ASSIGNMENT: The answer must consist of every line in the data that contains "улица".

━━━━━━━━━━━━━━━━━━━━━━━━━━━━━━

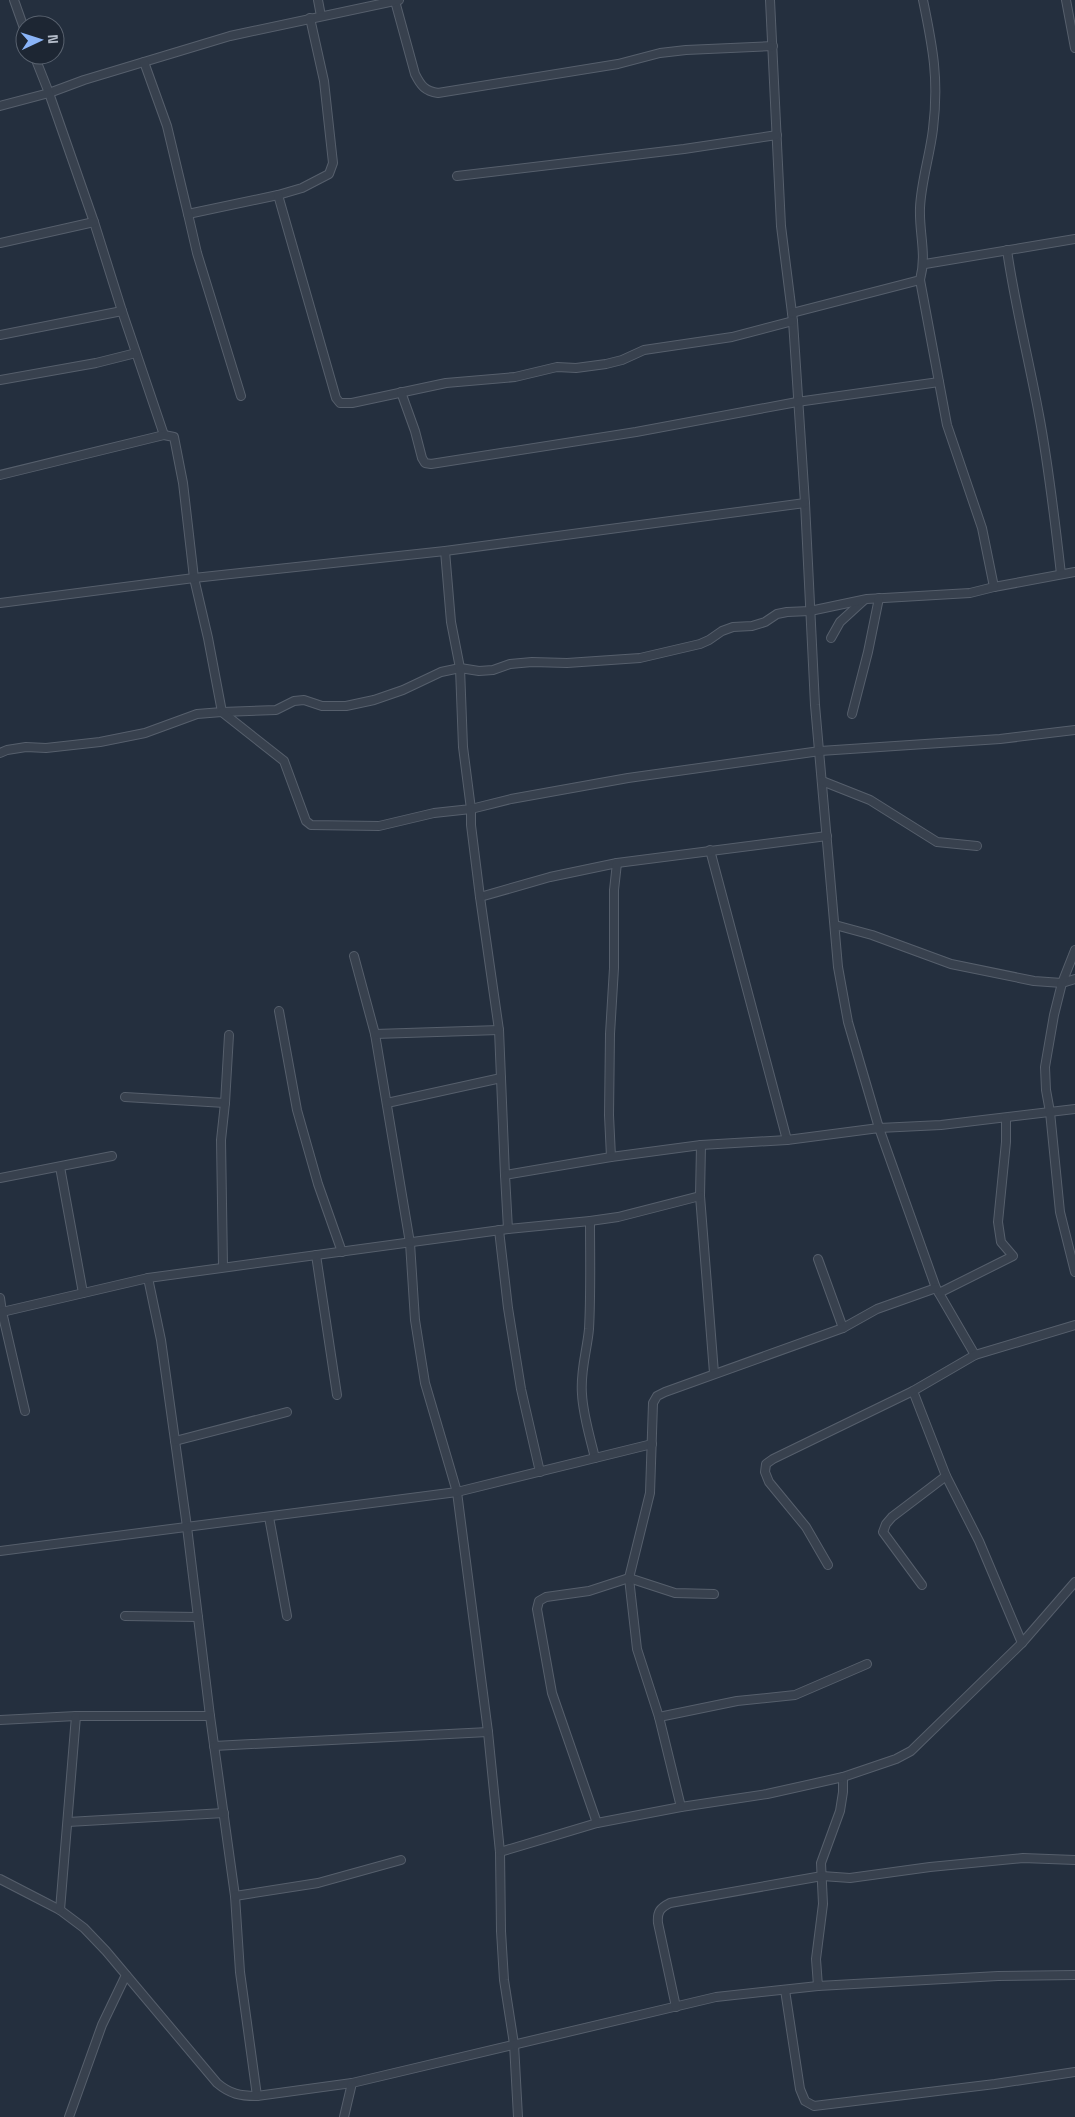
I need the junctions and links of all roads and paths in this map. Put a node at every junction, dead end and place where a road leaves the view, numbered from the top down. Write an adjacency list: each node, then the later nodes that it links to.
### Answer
1 (14, 0): 7 (street)
2 (318, 0): 8 (street)
3 (397, 0): 8 (street); 10 (street)
4 (770, 0): 10 (street)
5 (923, 0): 24 (street)
6 (1066, 0): 11 (street)
7 (19, 15)
8 (321, 16): 9 (street)
9 (310, 18): 12 (street); 18 (street)
10 (773, 46): 16 (street)
11 (1075, 48)
12 (144, 62): 14 (street); 19 (street)
13 (38, 65): 14 (street)
14 (49, 93): 15 (street); 20 (street)
15 (0, 106)
16 (777, 135): 17 (street); 27 (street)
17 (457, 176)
18 (278, 195): 19 (street); 33 (street)
19 (188, 214): 34 (street)
20 (94, 222): 22 (street); 26 (street)
21 (1075, 239): 23 (street)
22 (0, 243)
23 (1007, 250): 24 (street); 41 (street)
24 (924, 264): 25 (street)
25 (920, 280): 27 (street); 32 (street)
26 (122, 311): 29 (street); 30 (street)
27 (792, 313): 28 (street)
28 (792, 321): 33 (street); 35 (street)
29 (0, 335)
30 (136, 353): 31 (street); 36 (street)
31 (0, 380)
32 (939, 382): 35 (street); 43 (street)
33 (401, 392): 35 (street)
34 (240, 396)
35 (797, 402): 38 (street)
36 (164, 435): 37 (street); 42 (street)
37 (0, 475)
38 (805, 504): 39 (street); 47 (street)
39 (445, 551): 42 (street); 49 (street)
40 (1075, 572): 41 (street)
41 (1061, 574): 43 (street)
42 (194, 578): 46 (street); 50 (street)
43 (994, 587): 44 (street)
44 (879, 598): 45 (street); 51 (street)
45 (867, 599): 47 (street); 48 (street)
46 (0, 603)
47 (810, 611): 49 (street); 53 (street)
48 (830, 638)
49 (460, 668): 50 (street); 56 (street)
50 (222, 712): 54 (street); 56 (street)
51 (852, 714)
52 (1075, 730): 53 (street)
53 (820, 751): 55 (street); 56 (street)
54 (0, 753)
55 (822, 781): 57 (street); 58 (street)
56 (471, 809): 61 (street)
57 (827, 836): 59 (street); 62 (street)
58 (977, 846)
59 (710, 850): 60 (street); 79 (street)
60 (617, 863): 61 (street); 82 (street)
61 (480, 897): 68 (street)
62 (835, 925): 66 (street); 78 (street)
63 (1075, 950): 66 (street)
64 (354, 956): 69 (street)
65 (1075, 979): 66 (street)
66 (1062, 983): 76 (street)
67 (279, 1011): 91 (street)
68 (500, 1030): 69 (street); 71 (street)
69 (375, 1034): 74 (street)
70 (229, 1035): 73 (street)
71 (501, 1078): 74 (street); 84 (street)
72 (125, 1097): 73 (street)
73 (226, 1103): 94 (street)
74 (387, 1103): 90 (street)
75 (1075, 1109): 76 (street)
76 (1050, 1112): 77 (street); 95 (street)
77 (1006, 1118): 78 (street); 97 (street)
78 (879, 1128): 79 (street); 97 (street)
79 (787, 1140): 80 (street)
80 (701, 1145): 82 (street); 86 (street)
81 (112, 1156): 83 (street)
82 (611, 1157): 84 (street)
83 (60, 1168): 85 (street); 98 (street)
84 (505, 1175): 88 (street)
85 (0, 1178)
86 (700, 1196): 87 (street); 104 (street)
87 (590, 1221): 88 (street); 111 (street)
88 (508, 1229): 89 (street)
89 (499, 1230): 90 (street); 112 (street)
90 (410, 1243): 91 (street); 114 (street)
91 (342, 1252): 92 (street)
92 (316, 1255): 94 (street); 106 (street)
93 (818, 1259): 102 (street)
94 (223, 1266): 96 (street)
95 (1075, 1272)
96 (148, 1278): 98 (street); 109 (street)
97 (938, 1290): 102 (street); 103 (street)
98 (83, 1293): 100 (street)
99 (0, 1298): 100 (street)
100 (1, 1312): 107 (street)
101 (1075, 1325): 103 (street)
102 (843, 1328): 104 (street)
103 (975, 1355): 105 (street)
104 (714, 1374): 110 (street)
105 (913, 1391): 113 (street); 118 (street)
106 (337, 1395)
107 (25, 1411)
108 (287, 1412): 109 (street)
109 (175, 1441): 116 (street)
110 (652, 1444): 111 (street); 119 (street)
111 (595, 1458): 112 (street)
112 (540, 1472): 114 (street)
113 (946, 1476): 121 (street); 126 (street)
114 (457, 1492): 115 (street); 132 (street)
115 (268, 1517): 116 (street); 124 (street)
116 (187, 1527): 117 (street); 125 (street)
117 (0, 1551)
118 (828, 1565)
119 (629, 1578): 122 (street); 130 (street); 138 (street)
120 (1075, 1582): 126 (street)
121 (922, 1585)
122 (714, 1594)
123 (125, 1616): 125 (street)
124 (288, 1616)
125 (198, 1617): 129 (street)
126 (1022, 1643): 134 (street)
127 (867, 1664): 130 (street)
128 (76, 1716): 129 (street); 131 (street); 137 (street)
129 (210, 1716): 133 (street)
130 (659, 1717): 135 (street)
131 (0, 1720)
132 (488, 1732): 133 (street); 139 (street)
133 (214, 1746): 136 (street)
134 (843, 1777): 135 (street); 142 (street)
135 (681, 1807): 138 (street)
136 (224, 1813): 137 (street); 144 (street)
137 (68, 1822): 145 (street)
138 (597, 1823): 139 (street)
139 (500, 1852): 151 (street)
140 (401, 1860): 144 (street)
141 (1075, 1860): 142 (street)
142 (822, 1876): 148 (street); 150 (street)
143 (0, 1879): 145 (street)
144 (235, 1896): 154 (street)
145 (60, 1910): 146 (street)
146 (126, 1975): 154 (street); 155 (street)
147 (1075, 1975): 148 (street)
148 (818, 1986): 149 (street)
149 (785, 1990): 150 (street); 152 (street)
150 (676, 2007): 151 (street)
151 (514, 2044): 153 (street); 157 (street)
152 (1075, 2072)
153 (352, 2083): 154 (street); 156 (street)
154 (257, 2096)
155 (69, 2117)
156 (344, 2117)
157 (518, 2117)

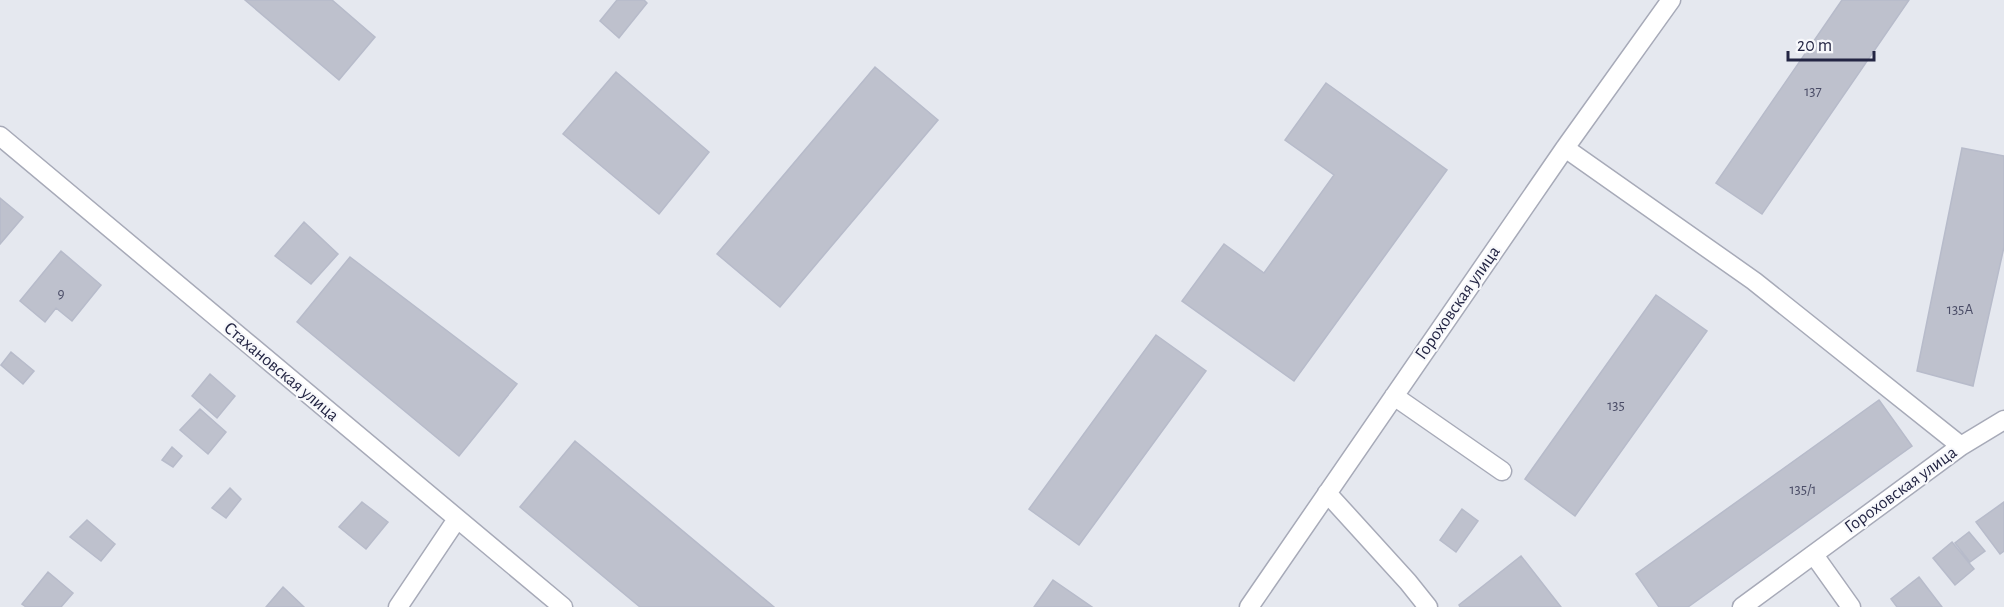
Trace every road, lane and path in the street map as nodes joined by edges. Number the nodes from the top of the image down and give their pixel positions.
1 (1671, 0) edge
2 (0, 136) edge
3 (1565, 148) junction
4 (1394, 396) junction
5 (2004, 420) edge
6 (1961, 446) junction
7 (1502, 471) dead end
8 (1327, 493) junction
9 (458, 519) junction
10 (1814, 555) junction
11 (398, 607) edge
12 (563, 607) edge
13 (1249, 607) edge
14 (1428, 607) edge
15 (1742, 607) edge
16 (1851, 607) edge

1 - 3 street, Гороховская улица
2 - 9 street, Стахановская улица
3 - 4 street, Гороховская улица
3 - 6 street
4 - 7 street
4 - 8 street, Гороховская улица
5 - 6 street, Гороховская улица
6 - 10 street, Гороховская улица
8 - 13 street, Гороховская улица
8 - 14 street
9 - 11 street
9 - 12 street, Стахановская улица
10 - 15 street, Гороховская улица
10 - 16 street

━━━━━━━━━━━━━━━━━━━━━━━━━━━━━━

RESPONSE FOR THIS EXERCISE:
1 - 3 street, Гороховская улица
2 - 9 street, Стахановская улица
3 - 4 street, Гороховская улица
4 - 8 street, Гороховская улица
5 - 6 street, Гороховская улица
6 - 10 street, Гороховская улица
8 - 13 street, Гороховская улица
9 - 12 street, Стахановская улица
10 - 15 street, Гороховская улица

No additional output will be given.